A Dead Galaxy: The merger of any two galaxies will likely
never cause two stars to collide due to the vast distances
between stars. However, these mergers do disrupt normal galaxy
behavior in star formation activity, availability of
interstellar gas and dust, and hence stellar population
distribution. In NGC 7727, there is now very little star
formation, almost no gas or dust for future star formation since
it was mostly expelled form the galaxy, and hence all the stars
are of older population. This will of course change over time as
older stars die and create new gas sources for future stars.
Also the scattered and distributed interstellar gas and dust
will eventually begin to coalesce and form new gas sources.

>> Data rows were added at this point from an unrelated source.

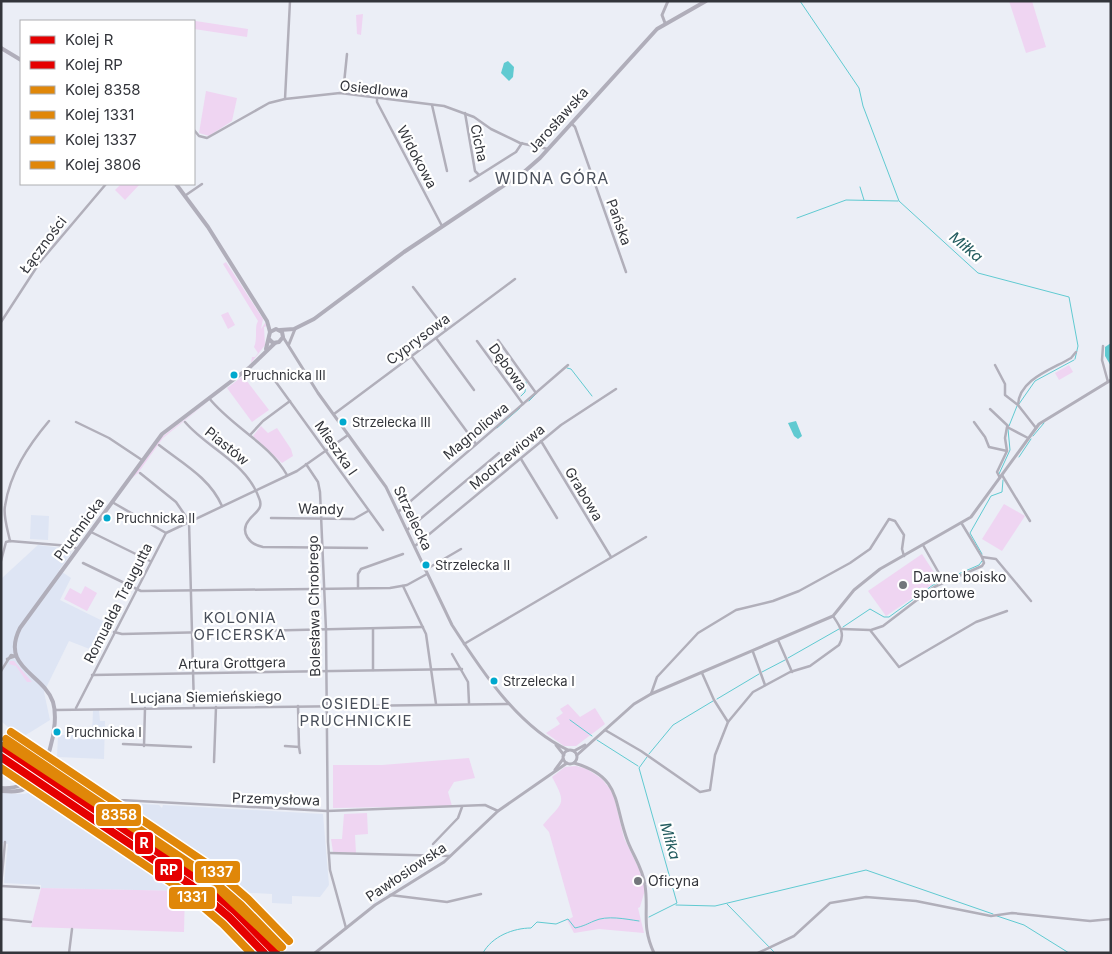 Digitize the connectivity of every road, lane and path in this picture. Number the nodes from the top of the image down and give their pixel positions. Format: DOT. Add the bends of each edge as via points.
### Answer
graph roads {
  1 [pos="290,1"];
  2 [pos="668,1"];
  3 [pos="706,1"];
  4 [pos="665,23"];
  5 [pos="1,48"];
  6 [pos="347,54"];
  7 [pos="20,59"];
  8 [pos="343,93"];
  9 [pos="377,98"];
  10 [pos="284,99"];
  11 [pos="432,105"];
  12 [pos="465,114"];
  13 [pos="571,123"];
  14 [pos="195,131"];
  15 [pos="522,143"];
  16 [pos="548,149"];
  17 [pos="447,171"];
  18 [pos="478,175"];
  19 [pos="470,181"];
  20 [pos="202,184"];
  21 [pos="105,185"];
  22 [pos="177,185"];
  23 [pos="186,195"];
  24 [pos="442,226"];
  25 [pos="626,272"];
  26 [pos="515,280"];
  27 [pos="413,287"];
  28 [pos="267,321"];
  29 [pos="1,322"];
  30 [pos="295,328"];
  31 [pos="278,329"];
  32 [pos="446,330"];
  33 [pos="270,332"];
  34 [pos="283,336"];
  35 [pos="436,338"];
  36 [pos="269,339"];
  37 [pos="498,340"];
  38 [pos="477,341"];
  39 [pos="277,343"];
  40 [pos="1103,346"];
  41 [pos="289,347"];
  42 [pos="266,349"];
  43 [pos="1076,352"];
  44 [pos="412,356"];
  45 [pos="568,365"];
  46 [pos="995,365"];
  47 [pos="272,378"];
  48 [pos="1109,381"];
  49 [pos="616,389"];
  50 [pos="474,390"];
  51 [pos="536,393"];
  52 [pos="209,398"];
  53 [pos="290,401"];
  54 [pos="523,404"];
  55 [pos="1018,405"];
  56 [pos="990,409"];
  57 [pos="334,414"];
  58 [pos="49,421"];
  59 [pos="76,422"];
  60 [pos="185,422"];
  61 [pos="974,422"];
  62 [pos="1008,426"];
  63 [pos="1036,428"];
  64 [pos="349,434"];
  65 [pos="250,435"];
  66 [pos="1028,438"];
  67 [pos="541,441"];
  68 [pos="476,444"];
  69 [pos="159,445"];
  70 [pos="325,451"];
  71 [pos="1007,451"];
  72 [pos="499,453"];
  73 [pos="521,459"];
  74 [pos="142,460"];
  75 [pos="306,464"];
  76 [pos="140,473"];
  77 [pos="287,476"];
  78 [pos="1001,476"];
  79 [pos="256,490"];
  80 [pos="112,502"];
  81 [pos="3,506"];
  82 [pos="222,506"];
  83 [pos="368,511"];
  84 [pos="398,512"];
  85 [pos="271,518"];
  86 [pos="322,518"];
  87 [pos="557,518"];
  88 [pos="189,521"];
  89 [pos="1030,521"];
  90 [pos="962,524"];
  91 [pos="382,530"];
  92 [pos="407,530"];
  93 [pos="91,532"];
  94 [pos="166,533"];
  95 [pos="646,537"];
  96 [pos="8,541"];
  97 [pos="923,545"];
  98 [pos="415,546"];
  99 [pos="323,547"];
  100 [pos="366,548"];
  101 [pos="78,549"];
  102 [pos="461,549"];
  103 [pos="403,554"];
  104 [pos="904,556"];
  105 [pos="982,557"];
  106 [pos="610,558"];
  107 [pos="1,561"];
  108 [pos="150,561"];
  109 [pos="83,563"];
  110 [pos="425,570"];
  111 [pos="427,574"];
  112 [pos="943,581"];
  113 [pos="402,586"];
  114 [pos="324,588"];
  115 [pos="358,588"];
  116 [pos="136,590"];
  117 [pos="192,591"];
  118 [pos="1032,601"];
  119 [pos="1007,611"];
  120 [pos="833,616"];
  121 [pos="423,627"];
  122 [pos="373,629"];
  123 [pos="842,629"];
  124 [pos="326,630"];
  125 [pos="870,630"];
  126 [pos="114,632"];
  127 [pos="192,632"];
  128 [pos="778,640"];
  129 [pos="464,644"];
  130 [pos="752,652"];
  131 [pos="452,654"];
  132 [pos="16,656"];
  133 [pos="462,669"];
  134 [pos="373,670"];
  135 [pos="431,670"];
  136 [pos="1,671"];
  137 [pos="326,671"];
  138 [pos="792,672"];
  139 [pos="193,673"];
  140 [pos="702,673"];
  141 [pos="92,676"];
  142 [pos="765,685"];
  143 [pos="501,694"];
  144 [pos="651,694"];
  145 [pos="469,703"];
  146 [pos="498,703"];
  147 [pos="436,704"];
  148 [pos="508,704"];
  149 [pos="298,706"];
  150 [pos="327,706"];
  151 [pos="194,707"];
  152 [pos="216,707"];
  153 [pos="145,708"];
  154 [pos="75,709"];
  155 [pos="55,710"];
  156 [pos="728,722"];
  157 [pos="604,730"];
  158 [pos="554,743"];
  159 [pos="123,744"];
  160 [pos="588,744"];
  161 [pos="144,746"];
  162 [pos="285,746"];
  163 [pos="191,747"];
  164 [pos="299,747"];
  165 [pos="568,750"];
  166 [pos="574,751"];
  167 [pos="49,753"];
  168 [pos="300,753"];
  169 [pos="577,756"];
  170 [pos="564,757"];
  171 [pos="46,758"];
  172 [pos="214,762"];
  173 [pos="567,763"];
  174 [pos="574,763"];
  175 [pos="62,766"];
  176 [pos="588,767"];
  177 [pos="555,770"];
  178 [pos="1,789"];
  179 [pos="462,807"];
  180 [pos="327,811"];
  181 [pos="498,811"];
  182 [pos="5,842"];
  183 [pos="433,844"];
  184 [pos="329,853"];
  185 [pos="450,856"];
  186 [pos="1,886"];
  187 [pos="39,888"];
  188 [pos="481,894"];
  189 [pos="390,895"];
  190 [pos="1111,918"];
  191 [pos="1,919"];
  192 [pos="31,922"];
  193 [pos="346,928"];
  194 [pos="72,929"];
  195 [pos="69,953"];
  196 [pos="315,953"];
  197 [pos="654,953"];
  198 [pos="758,953"];
  1 -- 10 [label="street"];
  2 -- 4 [label="street" via="662,15"];
  3 -- 4 [label="main road, Jarosławska"];
  4 -- 13 [label="main road, Jarosławska"];
  5 -- 7 [label="main road"];
  6 -- 8 [label="street"];
  8 -- 9 [label="street, Osiedlowa"];
  8 -- 10 [label="street, Osiedlowa"];
  9 -- 11 [label="street, Osiedlowa"];
  9 -- 24 [label="street, Widokowa"];
  10 -- 14 [label="street, Osiedlowa" via="259,108 213,136 199,136"];
  11 -- 12 [label="street, Osiedlowa"];
  11 -- 17 [label="street"];
  12 -- 15 [label="street, Osiedlowa"];
  12 -- 18 [label="street, Cicha"];
  13 -- 16 [label="main road, Jarosławska"];
  13 -- 25 [label="street, Pańska" via="591,169"];
  15 -- 16 [label="street, Osiedlowa"];
  15 -- 18 [label="street, Cicha" via="516,152"];
  16 -- 24 [label="main road, Jarosławska" via="524,172"];
  18 -- 19 [label="street, Cicha"];
  20 -- 23 [label="street"];
  21 -- 29 [label="street, Łączności" via="40,262"];
  22 -- 23 [label="main road"];
  23 -- 28 [label="main road"];
  24 -- 30 [label="main road, Jarosławska" via="314,319"];
  26 -- 32 [label="street, Cyprysowa"];
  27 -- 32 [label="street"];
  28 -- 31 [label="main road"];
  28 -- 33 [label="main road"];
  30 -- 31 [label="main road, Jarosławska"];
  30 -- 34 [label="main road, Jarosławska"];
  30 -- 41 [label="street"];
  31 -- 33 [label="main road"];
  31 -- 34 [label="main road"];
  32 -- 35 [label="street, Cyprysowa"];
  33 -- 36 [label="main road"];
  34 -- 39 [label="main road"];
  34 -- 41 [label="street, Strzelecka"];
  35 -- 44 [label="street, Cyprysowa"];
  35 -- 50 [label="street"];
  36 -- 39 [label="main road"];
  36 -- 42 [label="main road, Pruchnicka"];
  37 -- 51 [label="street"];
  38 -- 54 [label="street, Dębowa"];
  39 -- 41 [label="street, Strzelecka"];
  39 -- 42 [label="main road, Pruchnicka"];
  40 -- 48 [label="street" via="1102,360"];
  41 -- 57 [label="street, Strzelecka"];
  42 -- 52 [label="main road, Pruchnicka" via="250,367"];
  43 -- 55 [label="street" via="1032,380"];
  44 -- 57 [label="street, Cyprysowa"];
  44 -- 68 [label="street"];
  45 -- 51 [label="street, Magnoliowa"];
  46 -- 55 [label="street" via="1006,384 1005,395"];
  47 -- 53 [label="street, Mieszka I"];
  48 -- 63 [label="street" via="1042,420"];
  49 -- 67 [label="street, Modrzewiowa"];
  51 -- 54 [label="street, Magnoliowa"];
  52 -- 65 [label="street"];
  52 -- 74 [label="main road, Pruchnicka" via="162,434"];
  53 -- 65 [label="street"];
  53 -- 70 [label="street, Mieszka I"];
  54 -- 68 [label="street, Magnoliowa"];
  55 -- 63 [label="street"];
  56 -- 62 [label="street"];
  57 -- 64 [label="street, Strzelecka"];
  58 -- 81 [label="street" via="20,462"];
  59 -- 74 [label="street" via="109,438"];
  60 -- 79 [label="street, Piastów" via="244,471"];
  61 -- 71 [label="street" via="989,447"];
  62 -- 66 [label="street"];
  62 -- 71 [label="street" via="1005,438"];
  63 -- 66 [label="street"];
  64 -- 70 [label="street, Romualda Traugutta"];
  64 -- 84 [label="street, Strzelecka" via="386,486"];
  65 -- 77 [label="street" via="276,457"];
  66 -- 78 [label="street"];
  67 -- 73 [label="street, Modrzewiowa"];
  67 -- 106 [label="street, Grabowa"];
  68 -- 84 [label="street, Magnoliowa"];
  69 -- 82 [label="street" via="208,483"];
  70 -- 75 [label="street, Romualda Traugutta"];
  70 -- 83 [label="street, Mieszka I"];
  71 -- 78 [label="street" via="997,472"];
  72 -- 92 [label="street"];
  73 -- 87 [label="street"];
  73 -- 98 [label="street, Modrzewiowa"];
  74 -- 80 [label="main road, Pruchnicka"];
  75 -- 77 [label="street, Romualda Traugutta"];
  75 -- 86 [label="street, Bolesława Chrobrego" via="318,482"];
  76 -- 88 [label="street" via="176,502"];
  77 -- 79 [label="street, Romualda Traugutta"];
  78 -- 89 [label="street"];
  78 -- 90 [label="street"];
  79 -- 82 [label="street, Romualda Traugutta"];
  79 -- 99 [label="street" via="261,505 246,529 252,544 263,547"];
  80 -- 93 [label="main road, Pruchnicka"];
  80 -- 94 [label="street"];
  81 -- 96 [label="street"];
  82 -- 88 [label="street, Romualda Traugutta"];
  83 -- 86 [label="street, Wandy" via="354,519"];
  83 -- 91 [label="street, Mieszka I"];
  84 -- 92 [label="street, Strzelecka"];
  85 -- 86 [label="street, Wandy"];
  86 -- 99 [label="street, Bolesława Chrobrego"];
  88 -- 94 [label="street, Romualda Traugutta"];
  88 -- 117 [label="street"];
  90 -- 97 [label="street"];
  90 -- 105 [label="street"];
  92 -- 98 [label="street, Strzelecka"];
  93 -- 101 [label="main road, Pruchnicka"];
  93 -- 108 [label="street"];
  94 -- 108 [label="street, Romualda Traugutta"];
  95 -- 106 [label="street"];
  96 -- 101 [label="street"];
  96 -- 107 [label="street"];
  97 -- 104 [label="street"];
  97 -- 112 [label="street"];
  98 -- 110 [label="street, Strzelecka"];
  99 -- 100 [label="street"];
  99 -- 114 [label="street, Bolesława Chrobrego"];
  101 -- 132 [label="main road, Pruchnicka" via="20,628 15,638"];
  102 -- 110 [label="street"];
  103 -- 115 [label="street" via="361,569"];
  104 -- 120 [label="street" via="863,581"];
  104 -- 144 [label="street" via="904,534 895,520 889,519 870,549 850,562 798,591 774,601 736,610 698,633 657,677"];
  105 -- 112 [label="street" via="982,566"];
  105 -- 118 [label="street" via="996,559"];
  106 -- 129 [label="street"];
  108 -- 116 [label="street, Romualda Traugutta"];
  109 -- 116 [label="street"];
  110 -- 111 [label="street, Strzelecka"];
  111 -- 113 [label="street"];
  111 -- 129 [label="street, Strzelecka"];
  112 -- 125 [label="street" via="883,626"];
  113 -- 115 [label="street"];
  113 -- 121 [label="street"];
  114 -- 115 [label="street"];
  114 -- 117 [label="street"];
  114 -- 124 [label="street, Bolesława Chrobrego"];
  116 -- 117 [label="street"];
  116 -- 126 [label="street, Romualda Traugutta"];
  117 -- 127 [label="street"];
  119 -- 125 [label="street" via="976,623 898,667"];
  120 -- 123 [label="street"];
  120 -- 128 [label="street"];
  121 -- 122 [label="street"];
  121 -- 135 [label="street"];
  122 -- 124 [label="street"];
  122 -- 134 [label="street"];
  123 -- 125 [label="street"];
  123 -- 138 [label="street" via="839,645 810,666"];
  124 -- 127 [label="street"];
  124 -- 137 [label="street, Bolesława Chrobrego"];
  126 -- 127 [label="street"];
  126 -- 141 [label="street, Romualda Traugutta"];
  127 -- 139 [label="street"];
  128 -- 130 [label="street"];
  128 -- 138 [label="street"];
  129 -- 143 [label="street, Strzelecka"];
  130 -- 140 [label="street"];
  130 -- 142 [label="street"];
  131 -- 133 [label="street"];
  132 -- 136 [label="street" via="10,655"];
  132 -- 155 [label="main road" via="46,691"];
  133 -- 135 [label="street, Artura Grottgera"];
  133 -- 145 [label="street" via="469,685"];
  134 -- 135 [label="street, Artura Grottgera"];
  134 -- 137 [label="street, Artura Grottgera"];
  135 -- 147 [label="street"];
  137 -- 139 [label="street, Artura Grottgera"];
  137 -- 150 [label="street, Bolesława Chrobrego"];
  138 -- 142 [label="street"];
  139 -- 141 [label="street, Artura Grottgera"];
  139 -- 151 [label="street"];
  140 -- 144 [label="street"];
  140 -- 156 [label="street"];
  141 -- 154 [label="street, Romualda Traugutta"];
  142 -- 156 [label="street" via="753,692"];
  143 -- 146 [label="street"];
  143 -- 148 [label="street, Strzelecka"];
  144 -- 157 [label="street"];
  145 -- 146 [label="street, Lucjana Siemieńskiego"];
  145 -- 147 [label="street, Lucjana Siemieńskiego"];
  146 -- 148 [label="street, Lucjana Siemieńskiego"];
  147 -- 150 [label="street, Lucjana Siemieńskiego"];
  148 -- 158 [label="street, Strzelecka"];
  149 -- 150 [label="street, Lucjana Siemieńskiego"];
  149 -- 152 [label="street, Lucjana Siemieńskiego"];
  149 -- 164 [label="street"];
  150 -- 180 [label="street, Bolesława Chrobrego"];
  151 -- 152 [label="street, Lucjana Siemieńskiego"];
  151 -- 153 [label="street, Lucjana Siemieńskiego"];
  152 -- 172 [label="street"];
  153 -- 154 [label="street, Lucjana Siemieńskiego"];
  153 -- 161 [label="street"];
  154 -- 155 [label="street, Lucjana Siemieńskiego"];
  155 -- 167 [label="main road"];
  156 -- 157 [label="street" via="715,755 710,790 705,792 694,789 641,751"];
  157 -- 160 [label="street"];
  158 -- 165 [label="street, Strzelecka"];
  158 -- 170 [label="street, Strzelecka"];
  159 -- 161 [label="street"];
  160 -- 166 [label="street"];
  160 -- 169 [label="street"];
  161 -- 163 [label="street"];
  162 -- 164 [label="street"];
  164 -- 168 [label="street"];
  165 -- 166 [label="street"];
  165 -- 170 [label="street"];
  166 -- 169 [label="street"];
  167 -- 171 [label="main road"];
  167 -- 175 [label="street"];
  169 -- 174 [label="street"];
  169 -- 176 [label="street"];
  170 -- 173 [label="street"];
  170 -- 177 [label="street, Pawłosiowska"];
  171 -- 175 [label="street"];
  171 -- 178 [label="main road" via="25,789"];
  173 -- 174 [label="street"];
  173 -- 177 [label="street, Pawłosiowska"];
  174 -- 176 [label="street"];
  175 -- 180 [label="street, Przemysłowa" via="120,800"];
  176 -- 197 [label="street" via="608,781 617,796 626,834 644,877 644,920"];
  177 -- 181 [label="street, Pawłosiowska"];
  179 -- 180 [label="street, Przemysłowa"];
  179 -- 181 [label="street, Przemysłowa" via="485,805"];
  179 -- 183 [label="street" via="458,818"];
  180 -- 184 [label="street, Bolesława Chrobrego"];
  181 -- 185 [label="street, Pawłosiowska"];
  182 -- 186 [label="street"];
  184 -- 185 [label="street"];
  184 -- 193 [label="street, Bolesława Chrobrego" via="333,882"];
  185 -- 189 [label="street, Pawłosiowska"];
  186 -- 187 [label="street"];
  188 -- 189 [label="street" via="447,902"];
  189 -- 193 [label="street, Pawłosiowska"];
  190 -- 198 [label="street" via="1090,921 1012,913 994,916 900,899 866,897 825,906 794,936"];
  191 -- 192 [label="street"];
  193 -- 196 [label="street, Pawłosiowska"];
  194 -- 195 [label="street"];
}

Astronomers love to study galaxies like NGC 7727
as textbook examples of galactic mergers, transforming spiral
galaxies into lenticular and eventually elliptical galaxies.
Also NGC 7727 demonstrates how supermassive black hole binary
systems form and what galaxies look like between the final
galactic merger and final black hole merger. Studies by the
Hubble Space Telescope show a well resolved SMBH double
nucleus, however studies at multiple wavelengths of light show
very little activity in the merged galactic nucleus despite the
ongoing merger between the black holes.
Annotations: In the image above, hover a mouse or curser over the image
to show annotations of NGC 7727, with several enlarged insets
identifying interesting features! Starting at the top and left
of the image are two distant galaxies likely 100s of millions of
light years away. Proceeding downward are the remnant of the
early encounter between the two galaxies. On the right side of
the image is an inset showing the double nucleus and identifying
each of the super massive black holes. Finally, in the center is
a path marked where the smaller, less massive secondary galaxy
looped around the dominant galaxy. Of course, due to gravity the
galaxies actually revolved around each other, however the
barycenter or middle point of this revolving was much closer to
the central dominant galaxy.
Below Images: The
image below is the same image as above but processed to remove
all stars. Since most of the stars in the image are in our own
galaxy, this is what the galaxy would appear outside of our
galaxy, if no stars existed along our line of sight. Using a
mouse to hover over the image brings all the stars back. In the
second image below is a zoomed in version of NGC 7727. Hovering
over the image makes the stars disappear. Finally, the last
image below is a comparison with the current generation of
processing to my old generation 1 processing. This is the same
data, same set of preprocessed images, but with improved
processing techniques. Hovering the mouse over the image fades
from the old image to the new processing!
Object Statistics: Constellation: Aquarius, Right Ascension: 23
h
39
m 52
s, Declination: -12° 17' 34”,
Apparent Magnitude: 10.6, Size: 4’.7 x 3’.5 (60,000 light-years
diameter), Distance 89-100 million light-years from Earth.